> [Saved entries]:
•••••
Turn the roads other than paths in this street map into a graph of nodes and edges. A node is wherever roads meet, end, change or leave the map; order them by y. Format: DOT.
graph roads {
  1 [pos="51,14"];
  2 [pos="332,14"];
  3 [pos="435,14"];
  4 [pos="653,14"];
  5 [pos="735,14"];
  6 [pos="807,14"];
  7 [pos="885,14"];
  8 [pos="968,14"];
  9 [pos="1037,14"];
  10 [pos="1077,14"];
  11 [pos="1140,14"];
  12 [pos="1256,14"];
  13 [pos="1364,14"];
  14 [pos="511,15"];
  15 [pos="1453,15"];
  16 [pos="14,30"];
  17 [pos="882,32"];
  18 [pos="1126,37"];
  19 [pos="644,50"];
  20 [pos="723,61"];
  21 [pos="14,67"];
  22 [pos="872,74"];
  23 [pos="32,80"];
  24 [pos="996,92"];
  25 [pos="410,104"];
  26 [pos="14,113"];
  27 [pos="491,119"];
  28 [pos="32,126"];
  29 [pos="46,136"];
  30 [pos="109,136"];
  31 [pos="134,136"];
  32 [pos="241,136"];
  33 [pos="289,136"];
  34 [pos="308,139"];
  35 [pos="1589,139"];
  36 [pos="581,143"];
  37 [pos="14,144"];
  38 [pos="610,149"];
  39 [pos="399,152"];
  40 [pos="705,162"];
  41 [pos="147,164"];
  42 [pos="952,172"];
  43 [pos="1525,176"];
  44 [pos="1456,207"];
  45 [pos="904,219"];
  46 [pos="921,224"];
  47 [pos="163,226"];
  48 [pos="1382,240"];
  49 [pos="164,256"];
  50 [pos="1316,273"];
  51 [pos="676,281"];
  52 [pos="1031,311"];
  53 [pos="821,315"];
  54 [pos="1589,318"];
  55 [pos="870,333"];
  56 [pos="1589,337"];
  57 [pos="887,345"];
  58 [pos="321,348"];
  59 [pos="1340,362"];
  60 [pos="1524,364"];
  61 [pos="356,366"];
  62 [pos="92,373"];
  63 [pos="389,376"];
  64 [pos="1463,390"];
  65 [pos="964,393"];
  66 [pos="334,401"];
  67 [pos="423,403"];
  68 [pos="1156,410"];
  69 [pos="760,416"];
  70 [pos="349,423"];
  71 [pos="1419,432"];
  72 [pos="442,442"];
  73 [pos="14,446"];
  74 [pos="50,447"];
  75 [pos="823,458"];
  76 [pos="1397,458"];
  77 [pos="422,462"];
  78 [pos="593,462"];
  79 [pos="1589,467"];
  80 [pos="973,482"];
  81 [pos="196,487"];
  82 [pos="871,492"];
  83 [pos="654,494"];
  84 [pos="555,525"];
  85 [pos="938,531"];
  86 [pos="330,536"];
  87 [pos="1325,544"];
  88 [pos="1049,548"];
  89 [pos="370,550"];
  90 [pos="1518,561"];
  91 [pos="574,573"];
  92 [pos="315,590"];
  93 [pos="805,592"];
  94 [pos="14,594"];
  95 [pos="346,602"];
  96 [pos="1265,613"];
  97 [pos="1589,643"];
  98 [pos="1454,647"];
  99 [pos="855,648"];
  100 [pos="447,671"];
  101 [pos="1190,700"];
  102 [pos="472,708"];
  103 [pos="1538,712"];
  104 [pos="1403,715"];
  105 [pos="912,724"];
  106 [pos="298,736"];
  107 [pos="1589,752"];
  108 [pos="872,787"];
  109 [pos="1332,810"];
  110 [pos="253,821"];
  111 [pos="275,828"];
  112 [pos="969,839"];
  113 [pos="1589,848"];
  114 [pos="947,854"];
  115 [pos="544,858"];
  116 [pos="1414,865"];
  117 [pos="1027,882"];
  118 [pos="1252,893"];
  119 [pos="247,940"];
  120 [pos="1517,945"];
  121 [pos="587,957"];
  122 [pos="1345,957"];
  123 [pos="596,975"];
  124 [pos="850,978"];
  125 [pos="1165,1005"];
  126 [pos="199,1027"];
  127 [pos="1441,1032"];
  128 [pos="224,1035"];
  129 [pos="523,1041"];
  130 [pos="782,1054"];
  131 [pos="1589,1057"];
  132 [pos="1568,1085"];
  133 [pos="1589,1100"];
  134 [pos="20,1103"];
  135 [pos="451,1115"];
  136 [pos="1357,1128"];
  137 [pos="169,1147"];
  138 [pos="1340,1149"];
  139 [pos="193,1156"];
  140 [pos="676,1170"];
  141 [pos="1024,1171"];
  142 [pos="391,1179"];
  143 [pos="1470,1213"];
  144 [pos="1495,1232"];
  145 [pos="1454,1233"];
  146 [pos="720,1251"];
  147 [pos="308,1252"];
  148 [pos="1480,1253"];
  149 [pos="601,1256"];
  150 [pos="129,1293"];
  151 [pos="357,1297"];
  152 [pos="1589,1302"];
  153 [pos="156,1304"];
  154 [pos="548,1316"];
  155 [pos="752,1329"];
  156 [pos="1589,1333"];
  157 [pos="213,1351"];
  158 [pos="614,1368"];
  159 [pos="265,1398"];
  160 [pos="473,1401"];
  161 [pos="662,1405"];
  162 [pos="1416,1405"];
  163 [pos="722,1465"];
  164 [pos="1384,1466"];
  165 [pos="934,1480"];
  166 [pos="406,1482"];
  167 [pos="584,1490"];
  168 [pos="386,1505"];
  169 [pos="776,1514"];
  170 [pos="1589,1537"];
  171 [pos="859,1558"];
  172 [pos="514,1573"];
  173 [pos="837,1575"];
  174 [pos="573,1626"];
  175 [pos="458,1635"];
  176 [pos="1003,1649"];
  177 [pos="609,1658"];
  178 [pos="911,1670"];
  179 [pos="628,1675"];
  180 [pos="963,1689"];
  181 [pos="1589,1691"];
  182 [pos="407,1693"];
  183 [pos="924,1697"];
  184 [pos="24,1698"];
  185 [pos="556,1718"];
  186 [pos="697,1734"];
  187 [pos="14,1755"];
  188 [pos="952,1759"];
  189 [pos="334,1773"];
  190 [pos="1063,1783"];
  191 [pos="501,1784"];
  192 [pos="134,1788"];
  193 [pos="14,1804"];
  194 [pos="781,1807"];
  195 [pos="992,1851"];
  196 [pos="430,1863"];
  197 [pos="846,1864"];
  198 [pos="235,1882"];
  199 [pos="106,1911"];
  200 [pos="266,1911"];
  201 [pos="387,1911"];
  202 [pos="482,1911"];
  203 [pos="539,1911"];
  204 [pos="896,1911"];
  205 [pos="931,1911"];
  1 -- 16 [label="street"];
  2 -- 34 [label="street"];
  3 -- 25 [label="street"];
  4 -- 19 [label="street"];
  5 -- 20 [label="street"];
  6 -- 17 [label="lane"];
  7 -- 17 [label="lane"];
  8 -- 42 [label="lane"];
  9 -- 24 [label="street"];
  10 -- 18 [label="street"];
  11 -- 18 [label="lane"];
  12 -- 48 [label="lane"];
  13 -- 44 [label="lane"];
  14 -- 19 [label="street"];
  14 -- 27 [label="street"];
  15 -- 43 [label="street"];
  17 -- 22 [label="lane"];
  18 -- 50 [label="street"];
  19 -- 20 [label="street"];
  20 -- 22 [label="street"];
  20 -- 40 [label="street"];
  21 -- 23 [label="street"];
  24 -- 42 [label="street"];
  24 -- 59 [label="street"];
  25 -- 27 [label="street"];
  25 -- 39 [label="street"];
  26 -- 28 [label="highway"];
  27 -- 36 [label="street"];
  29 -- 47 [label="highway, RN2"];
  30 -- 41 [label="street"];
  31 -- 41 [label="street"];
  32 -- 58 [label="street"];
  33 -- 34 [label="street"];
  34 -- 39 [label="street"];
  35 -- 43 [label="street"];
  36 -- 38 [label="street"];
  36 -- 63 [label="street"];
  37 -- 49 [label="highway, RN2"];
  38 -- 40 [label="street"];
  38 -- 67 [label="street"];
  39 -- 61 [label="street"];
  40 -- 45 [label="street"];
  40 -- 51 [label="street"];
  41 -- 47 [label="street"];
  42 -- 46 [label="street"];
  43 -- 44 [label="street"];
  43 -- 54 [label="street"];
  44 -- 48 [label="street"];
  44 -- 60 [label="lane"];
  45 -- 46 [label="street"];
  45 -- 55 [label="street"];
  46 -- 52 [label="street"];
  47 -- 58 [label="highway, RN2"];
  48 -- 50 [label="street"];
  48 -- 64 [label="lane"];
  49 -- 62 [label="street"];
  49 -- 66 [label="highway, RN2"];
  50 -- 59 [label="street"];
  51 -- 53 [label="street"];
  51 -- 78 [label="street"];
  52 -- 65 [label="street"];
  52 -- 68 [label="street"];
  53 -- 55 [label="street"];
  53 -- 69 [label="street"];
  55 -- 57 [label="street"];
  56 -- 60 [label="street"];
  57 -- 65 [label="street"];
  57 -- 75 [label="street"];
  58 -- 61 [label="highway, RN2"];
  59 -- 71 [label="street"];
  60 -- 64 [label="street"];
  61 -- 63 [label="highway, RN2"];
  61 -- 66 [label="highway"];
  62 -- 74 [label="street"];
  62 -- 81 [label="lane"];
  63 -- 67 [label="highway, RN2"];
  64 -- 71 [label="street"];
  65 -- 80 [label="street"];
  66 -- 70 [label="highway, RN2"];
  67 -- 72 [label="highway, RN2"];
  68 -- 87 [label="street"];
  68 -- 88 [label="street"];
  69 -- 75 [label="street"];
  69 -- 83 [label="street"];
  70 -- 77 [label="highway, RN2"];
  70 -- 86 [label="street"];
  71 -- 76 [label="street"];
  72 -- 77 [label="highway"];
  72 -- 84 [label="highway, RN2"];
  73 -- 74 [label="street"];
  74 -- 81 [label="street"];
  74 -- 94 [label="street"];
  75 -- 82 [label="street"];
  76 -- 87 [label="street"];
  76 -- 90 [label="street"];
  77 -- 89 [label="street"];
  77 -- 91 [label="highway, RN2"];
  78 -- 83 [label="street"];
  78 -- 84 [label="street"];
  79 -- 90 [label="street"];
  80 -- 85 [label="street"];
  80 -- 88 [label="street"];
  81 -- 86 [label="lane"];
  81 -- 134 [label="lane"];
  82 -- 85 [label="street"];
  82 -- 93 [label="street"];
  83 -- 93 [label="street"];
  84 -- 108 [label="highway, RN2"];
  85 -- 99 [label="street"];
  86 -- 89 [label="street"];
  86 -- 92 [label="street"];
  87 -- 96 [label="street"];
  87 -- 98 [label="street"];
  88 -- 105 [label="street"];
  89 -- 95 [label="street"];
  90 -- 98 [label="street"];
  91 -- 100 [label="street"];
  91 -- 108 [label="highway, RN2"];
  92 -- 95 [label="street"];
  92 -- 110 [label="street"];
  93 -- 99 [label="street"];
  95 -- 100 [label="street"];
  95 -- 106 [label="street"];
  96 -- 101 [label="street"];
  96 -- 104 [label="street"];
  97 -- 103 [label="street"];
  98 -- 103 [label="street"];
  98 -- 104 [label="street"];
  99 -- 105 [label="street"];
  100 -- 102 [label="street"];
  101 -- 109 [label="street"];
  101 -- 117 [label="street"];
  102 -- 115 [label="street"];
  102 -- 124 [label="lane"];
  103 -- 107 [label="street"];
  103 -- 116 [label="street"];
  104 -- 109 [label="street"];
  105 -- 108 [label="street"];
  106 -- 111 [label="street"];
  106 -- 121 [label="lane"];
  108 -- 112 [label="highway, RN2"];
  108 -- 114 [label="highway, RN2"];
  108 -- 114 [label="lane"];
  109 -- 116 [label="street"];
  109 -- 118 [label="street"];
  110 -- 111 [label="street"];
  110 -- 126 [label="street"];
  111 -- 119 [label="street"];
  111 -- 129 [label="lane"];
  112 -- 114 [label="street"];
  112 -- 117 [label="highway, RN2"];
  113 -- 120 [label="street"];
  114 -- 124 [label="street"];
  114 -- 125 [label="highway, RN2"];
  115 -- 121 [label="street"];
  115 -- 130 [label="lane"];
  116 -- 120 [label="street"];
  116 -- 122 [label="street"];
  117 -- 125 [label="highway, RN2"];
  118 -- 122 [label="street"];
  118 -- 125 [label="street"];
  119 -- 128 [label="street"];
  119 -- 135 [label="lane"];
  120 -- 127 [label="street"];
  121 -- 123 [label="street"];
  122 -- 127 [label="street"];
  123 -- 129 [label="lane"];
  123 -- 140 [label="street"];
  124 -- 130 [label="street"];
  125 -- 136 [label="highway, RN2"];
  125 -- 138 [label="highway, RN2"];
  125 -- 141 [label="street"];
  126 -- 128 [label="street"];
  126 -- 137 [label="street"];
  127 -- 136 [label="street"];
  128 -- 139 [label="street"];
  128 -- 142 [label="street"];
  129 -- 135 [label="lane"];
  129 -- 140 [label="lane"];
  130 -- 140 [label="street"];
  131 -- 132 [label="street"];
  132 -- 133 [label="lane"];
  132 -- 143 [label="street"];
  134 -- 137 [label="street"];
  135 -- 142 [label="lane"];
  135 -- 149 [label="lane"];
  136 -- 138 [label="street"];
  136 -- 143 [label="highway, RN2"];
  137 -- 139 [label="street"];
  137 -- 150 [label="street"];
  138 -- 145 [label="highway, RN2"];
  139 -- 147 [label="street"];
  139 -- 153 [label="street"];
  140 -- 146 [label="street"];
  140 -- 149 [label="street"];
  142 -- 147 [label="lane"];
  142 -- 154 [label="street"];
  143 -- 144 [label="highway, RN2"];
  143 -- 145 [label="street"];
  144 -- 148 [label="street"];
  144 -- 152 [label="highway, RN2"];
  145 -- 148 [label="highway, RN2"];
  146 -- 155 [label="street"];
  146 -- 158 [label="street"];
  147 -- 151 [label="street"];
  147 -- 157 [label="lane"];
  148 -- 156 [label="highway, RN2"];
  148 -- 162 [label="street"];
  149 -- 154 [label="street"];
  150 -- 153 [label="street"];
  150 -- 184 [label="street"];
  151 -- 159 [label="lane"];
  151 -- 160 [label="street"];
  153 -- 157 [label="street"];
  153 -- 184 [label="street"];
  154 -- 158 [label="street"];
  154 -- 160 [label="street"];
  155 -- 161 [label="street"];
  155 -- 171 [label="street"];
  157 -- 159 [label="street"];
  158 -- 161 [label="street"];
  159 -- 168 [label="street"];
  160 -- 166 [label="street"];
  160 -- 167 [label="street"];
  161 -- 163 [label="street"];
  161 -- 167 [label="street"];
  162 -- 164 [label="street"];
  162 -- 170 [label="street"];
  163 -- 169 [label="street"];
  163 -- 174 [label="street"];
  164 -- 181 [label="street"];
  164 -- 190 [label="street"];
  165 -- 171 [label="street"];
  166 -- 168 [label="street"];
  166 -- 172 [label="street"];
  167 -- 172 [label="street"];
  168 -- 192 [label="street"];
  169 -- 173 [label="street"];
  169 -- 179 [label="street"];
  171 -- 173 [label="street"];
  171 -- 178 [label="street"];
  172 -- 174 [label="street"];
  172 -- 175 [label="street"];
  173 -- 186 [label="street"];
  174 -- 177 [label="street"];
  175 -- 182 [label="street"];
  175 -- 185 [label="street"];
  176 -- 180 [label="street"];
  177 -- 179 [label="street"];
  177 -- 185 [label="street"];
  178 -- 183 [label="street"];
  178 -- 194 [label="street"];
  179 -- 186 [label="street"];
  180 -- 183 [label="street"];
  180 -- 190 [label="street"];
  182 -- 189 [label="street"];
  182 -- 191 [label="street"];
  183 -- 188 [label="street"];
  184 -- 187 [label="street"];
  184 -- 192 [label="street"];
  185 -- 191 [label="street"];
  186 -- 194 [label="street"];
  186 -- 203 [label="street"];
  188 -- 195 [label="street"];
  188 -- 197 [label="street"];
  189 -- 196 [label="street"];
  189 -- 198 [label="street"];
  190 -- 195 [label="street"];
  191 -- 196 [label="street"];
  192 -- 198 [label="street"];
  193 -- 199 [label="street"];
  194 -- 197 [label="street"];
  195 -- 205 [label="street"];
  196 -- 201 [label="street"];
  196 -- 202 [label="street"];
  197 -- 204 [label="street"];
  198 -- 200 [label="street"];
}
•••••
> [EXERCISE OBJECTIVE]: Check each line of the data above for the string "roads", and copy the ones that have it.

> [ANSWER BELOW]:
Turn the roads other than paths in this street map into a graph of nodes and edges. A node is wherever roads meet, end, change or leave the map; order them by y. Format: DOT.
graph roads {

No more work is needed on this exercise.